Bambu’s versions of this Vietnamese concoction—the Uptown restaurant offers 15 kinds—are similar to bubble tea but with more chewy things, like pandan jelly and red tapioca, bobbing about in coconut milk or juice and crushed ice. $5.25 to $6.25. Bambu Desserts & Drinks, 5010 N. Broadway
Bingsoo is basically fresh and canned fruit served over ice. Sounds healthy, right? Not so fast: The fruit is crowned with ice cream, sugary mochi nuggets, and sweetened condensed milk. $6.79. Outdoor Cafe, 3257 W. Bryn Mawr Ave.
Also called eggettes, egg waffles are typically eaten as a street snack in Hong Kong. The ones at Snow Junkie are bent into a cone shape while they’re still warm and stuffed with ice cream and your choice of add-ons. Somehow, the waffle never gets soggy. $7. Snow Junkie, 3759 N. Racine Ave.

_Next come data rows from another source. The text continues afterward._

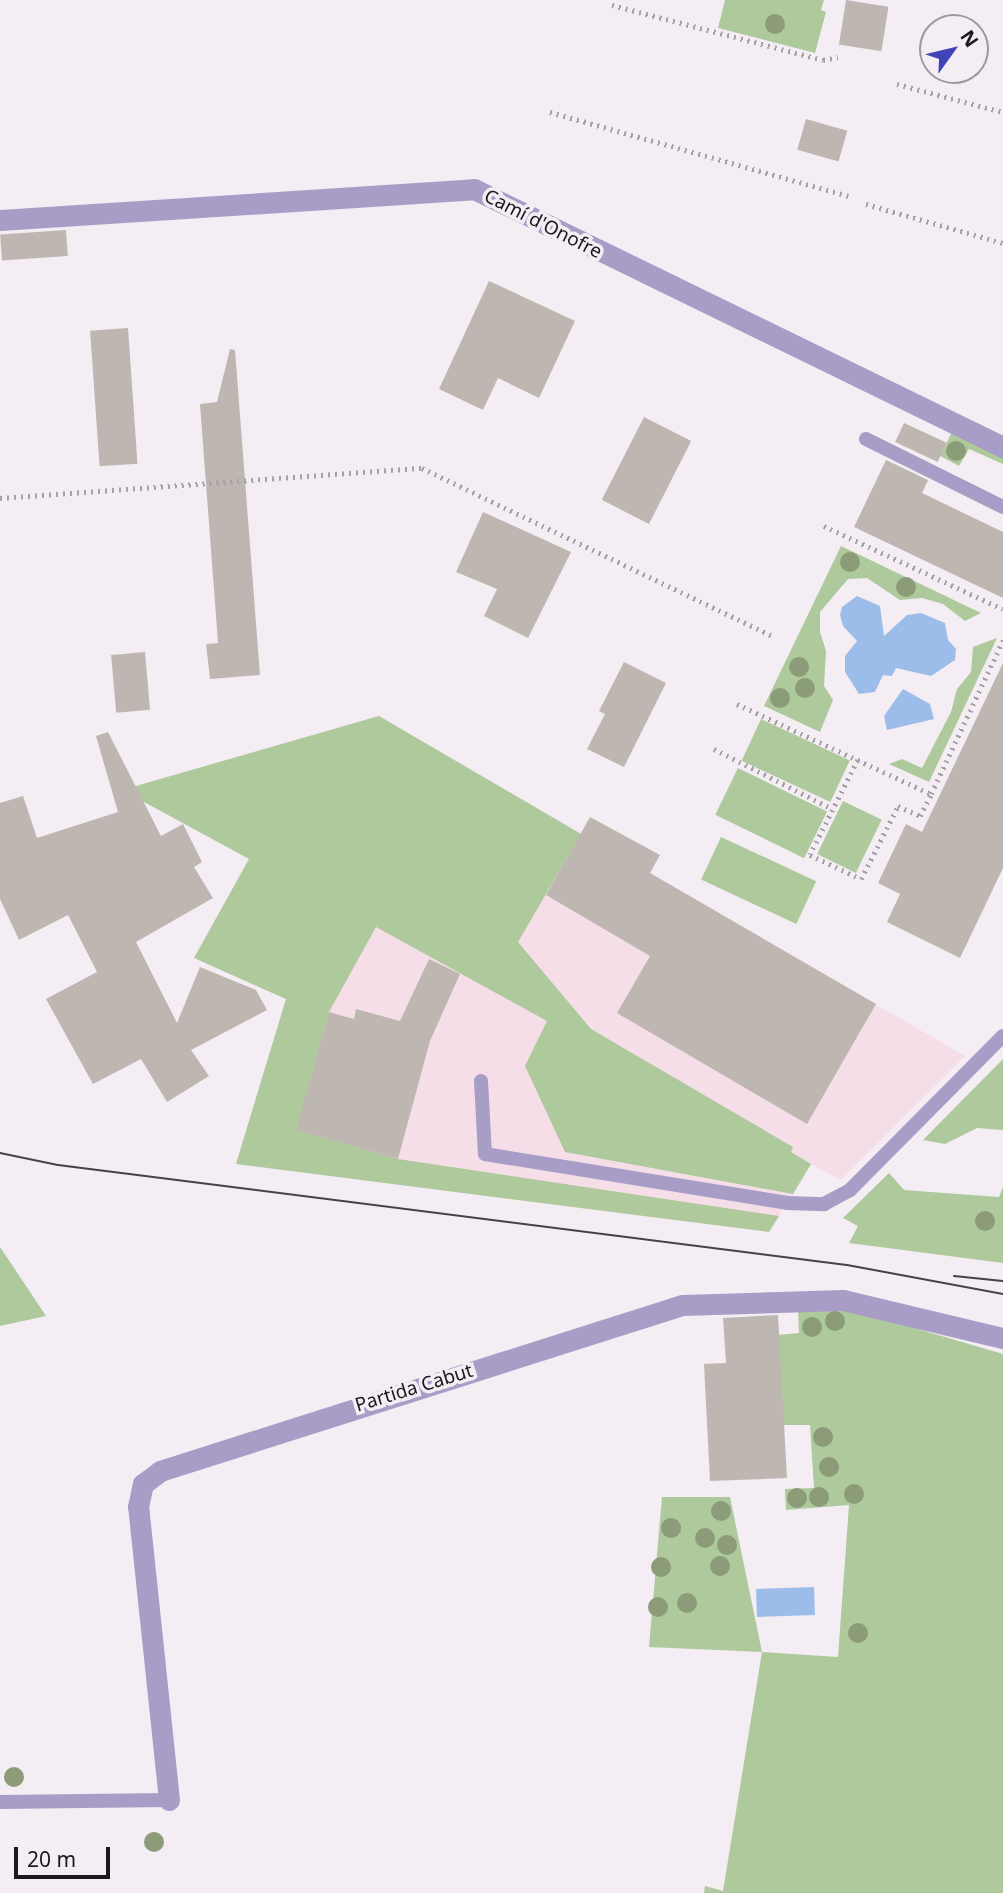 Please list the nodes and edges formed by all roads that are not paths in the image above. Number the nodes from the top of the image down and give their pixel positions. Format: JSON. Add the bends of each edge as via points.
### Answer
{"nodes":[{"id":1,"x":0,"y":220,"type":"edge"},
{"id":2,"x":866,"y":439,"type":"dead end"},
{"id":3,"x":1003,"y":447,"type":"edge"},
{"id":4,"x":1003,"y":508,"type":"edge"},
{"id":5,"x":1003,"y":1036,"type":"edge"},
{"id":6,"x":481,"y":1081,"type":"dead end"},
{"id":7,"x":1003,"y":1338,"type":"edge"},
{"id":8,"x":169,"y":1800,"type":"joint"},
{"id":9,"x":0,"y":1802,"type":"edge"}],
"edges":[{"from":1,"to":3,"type":"street","name":"Camí d'Onofre","via":[[474,189]]},
{"from":2,"to":4,"type":"lane"},
{"from":5,"to":6,"type":"lane","via":[[850,1189],[824,1204],[787,1203],[485,1154]]},
{"from":7,"to":8,"type":"street","name":"Partida Cabut","via":[[843,1300],[682,1305],[160,1471],[143,1484],[138,1507]]},
{"from":8,"to":9,"type":"lane"}]} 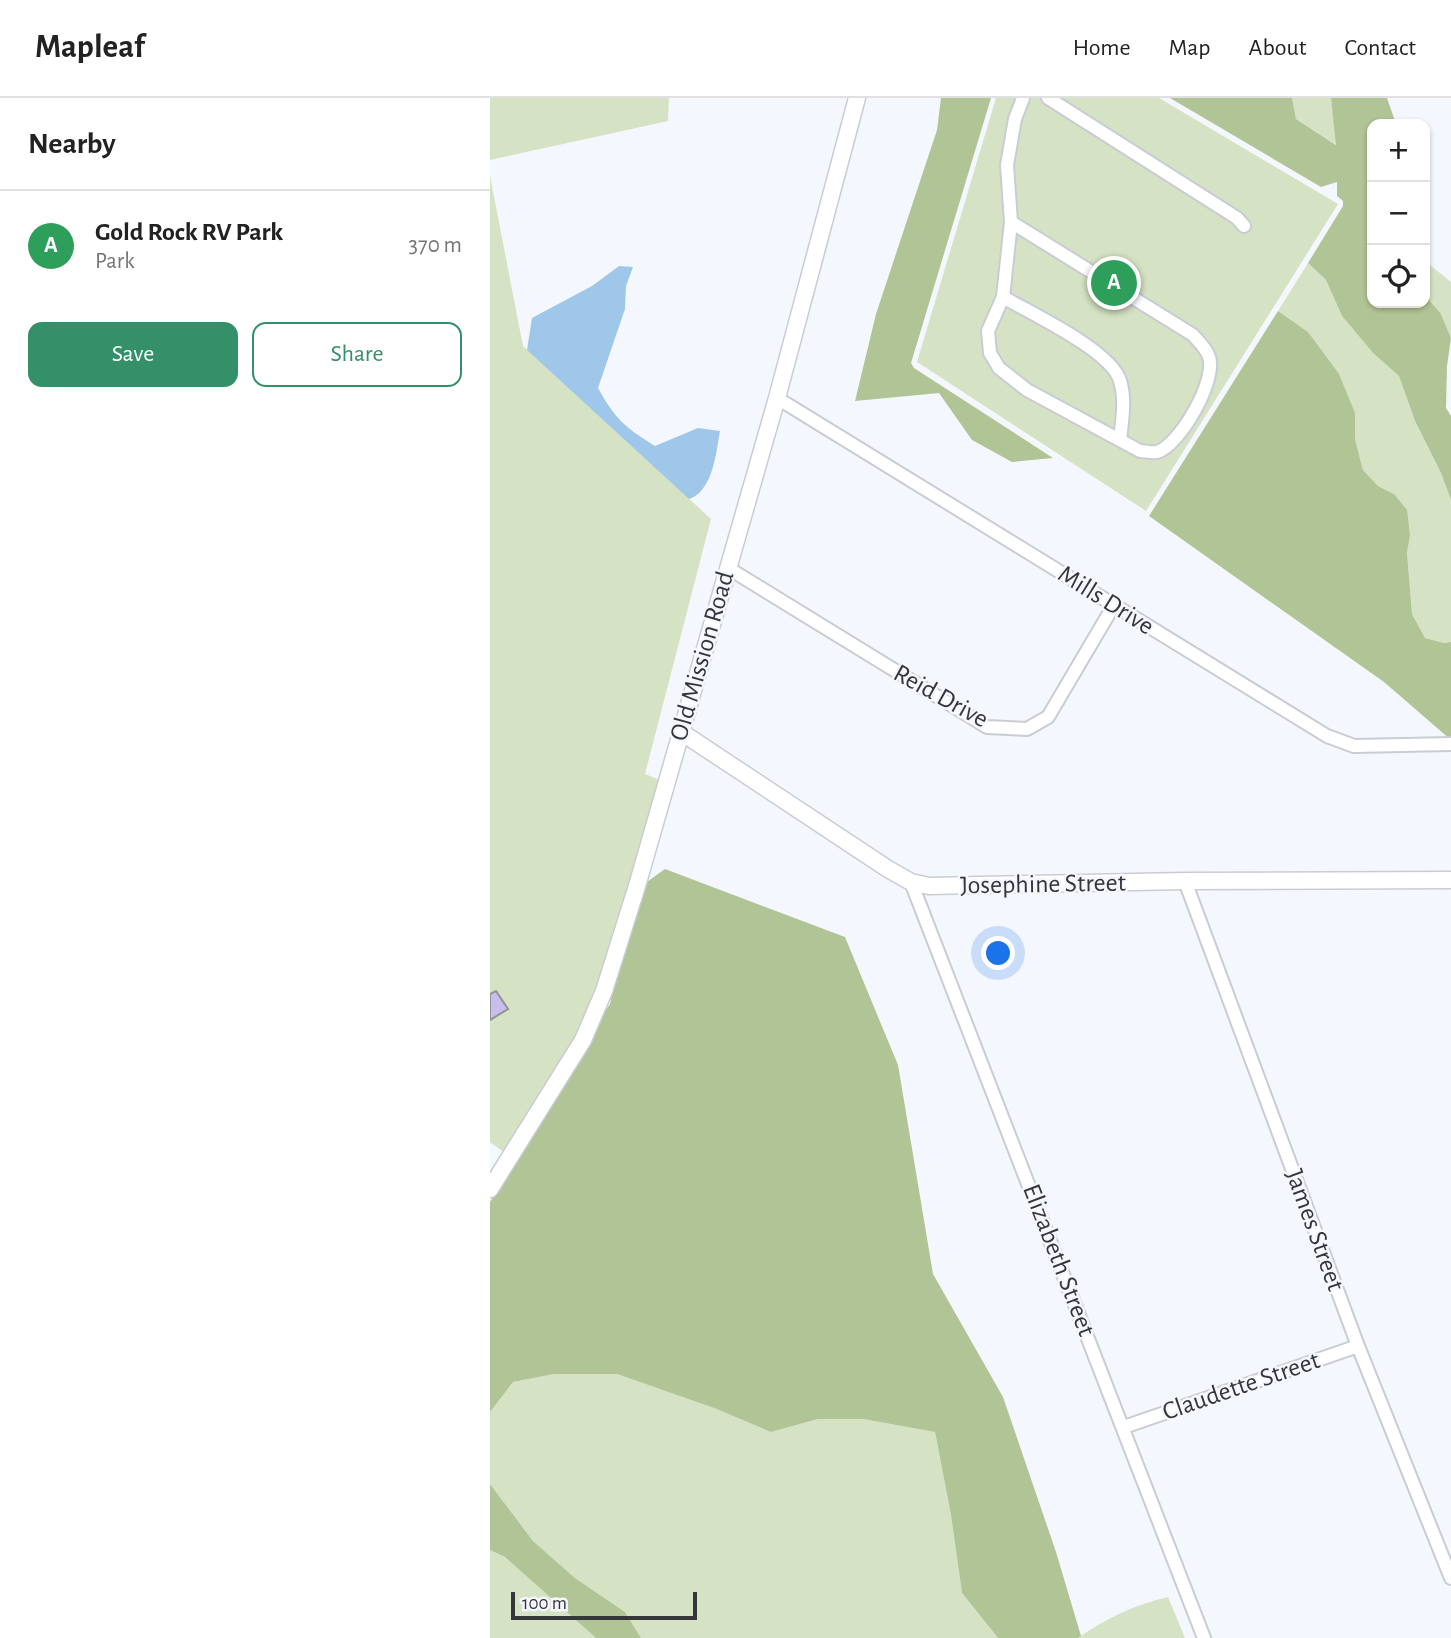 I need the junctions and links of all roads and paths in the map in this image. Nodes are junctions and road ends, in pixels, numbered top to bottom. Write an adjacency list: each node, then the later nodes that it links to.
1 (857, 98): 7 (street, Old Mission Road)
2 (1023, 98): 4 (street)
3 (1048, 98): 5 (street)
4 (1011, 222): 6 (street); 8 (street)
5 (1244, 226)
6 (1003, 297): 8 (street); 8 (street)
7 (777, 397): 9 (street, Old Mission Road); 10 (street, Mills Drive)
8 (1120, 440)
9 (728, 568): 10 (street, Reid Drive); 11 (street, Old Mission Road)
10 (1114, 605): 12 (street, Mills Drive)
11 (681, 732): 15 (street, Josephine Street); 16 (street, Old Mission Road)
12 (1451, 744)
13 (1451, 880): 14 (street, Josephine Street)
14 (1185, 881): 15 (street, Josephine Street); 17 (street, James Street)
15 (911, 882): 18 (street, Elizabeth Street)
16 (490, 1189)
17 (1359, 1346): 18 (street, Claudette Street); 19 (street, James Street)
18 (1124, 1427): 20 (street, Elizabeth Street)
19 (1451, 1578)
20 (1204, 1638) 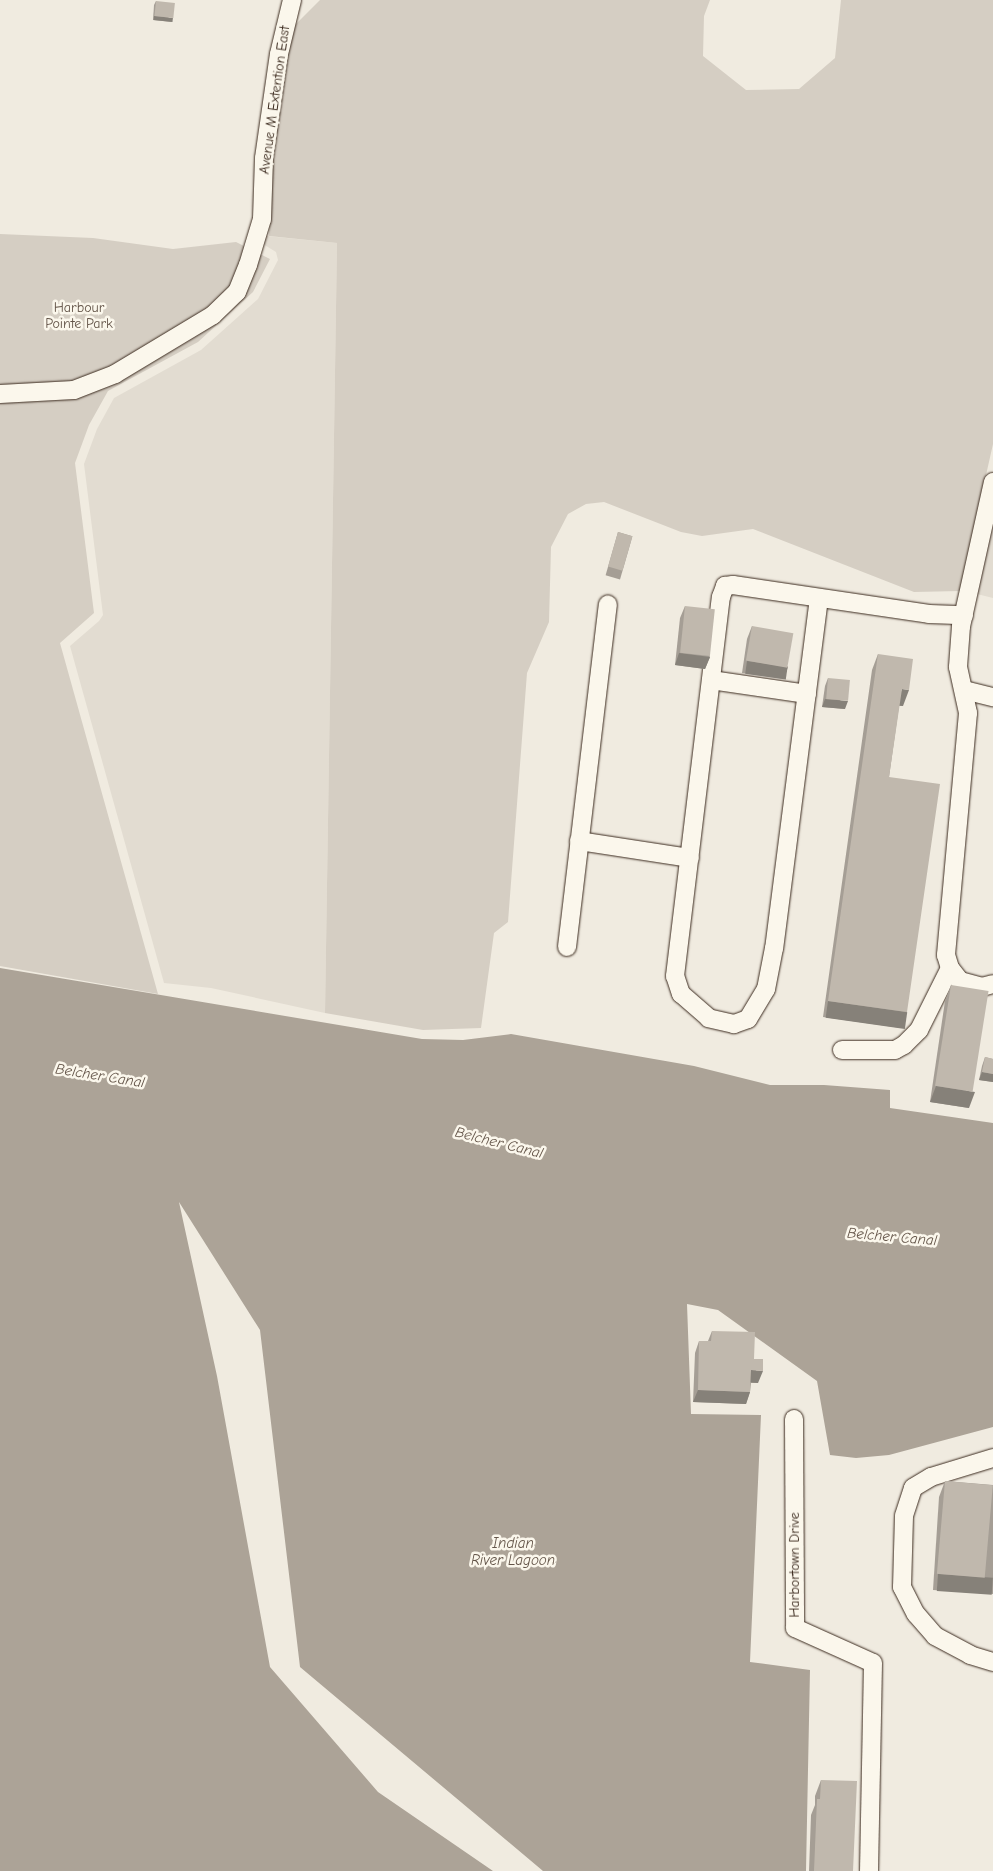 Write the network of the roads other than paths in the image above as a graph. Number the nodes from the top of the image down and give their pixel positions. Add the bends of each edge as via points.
1 (292, 0) edge
2 (0, 394) edge
3 (993, 482) edge
4 (819, 598) junction
5 (608, 604) dead end
6 (962, 621) junction
7 (711, 680) junction
8 (964, 690) junction
9 (807, 694) junction
10 (993, 697) edge
11 (579, 841) junction
12 (690, 858) junction
13 (567, 946) dead end
14 (950, 968) junction
15 (993, 984) edge
16 (842, 1050) dead end
17 (794, 1419) dead end
18 (993, 1458) edge
19 (993, 1662) edge
20 (869, 1871) edge

1 - 2 street, Avenue M Extention East via 279,54 264,158 262,219 237,292 213,315 115,374 74,390
3 - 6 street
4 - 6 street
4 - 7 street via 725,586
4 - 9 street
5 - 11 street
6 - 8 street via 958,666
7 - 9 street
7 - 12 street
8 - 10 street
8 - 14 street via 968,713 946,955
9 - 12 street via 766,989 748,1019 734,1024 709,1018 680,994 675,976
11 - 12 street
11 - 13 street
14 - 15 street via 960,981 982,986
14 - 16 street via 919,1030 904,1045 895,1050
17 - 20 street, Harbortown Drive via 795,1628 873,1663
18 - 19 street via 931,1477 913,1488 904,1516 902,1586 916,1614 935,1636 970,1655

Halo-halo means “mix-mix” in Tagalog, and that’s precisely what you do with this Technicolor dessert of shaved ice and evaporated milk. Tapioca pearls, chunks of sweet potato and banana, coconut jelly, sweet beans, crushed cornflakes, purple yam ice cream—it’s a crazy-looking mélange, but it works. $6. Bacolod Chicken Haus, 6320 N. Lincoln Ave.
To form this diaphanous treat, water, milk, and a flavored powder (like taro or mango) are mixed together and frozen. Then a machine shaves off thin layers of the ice into a pile that resembles ruffles on a wedding gown and is decorated with chewy tapioca beads or fruit. $5.95. La Mom Kitchen, 2229 S. Wentworth Ave.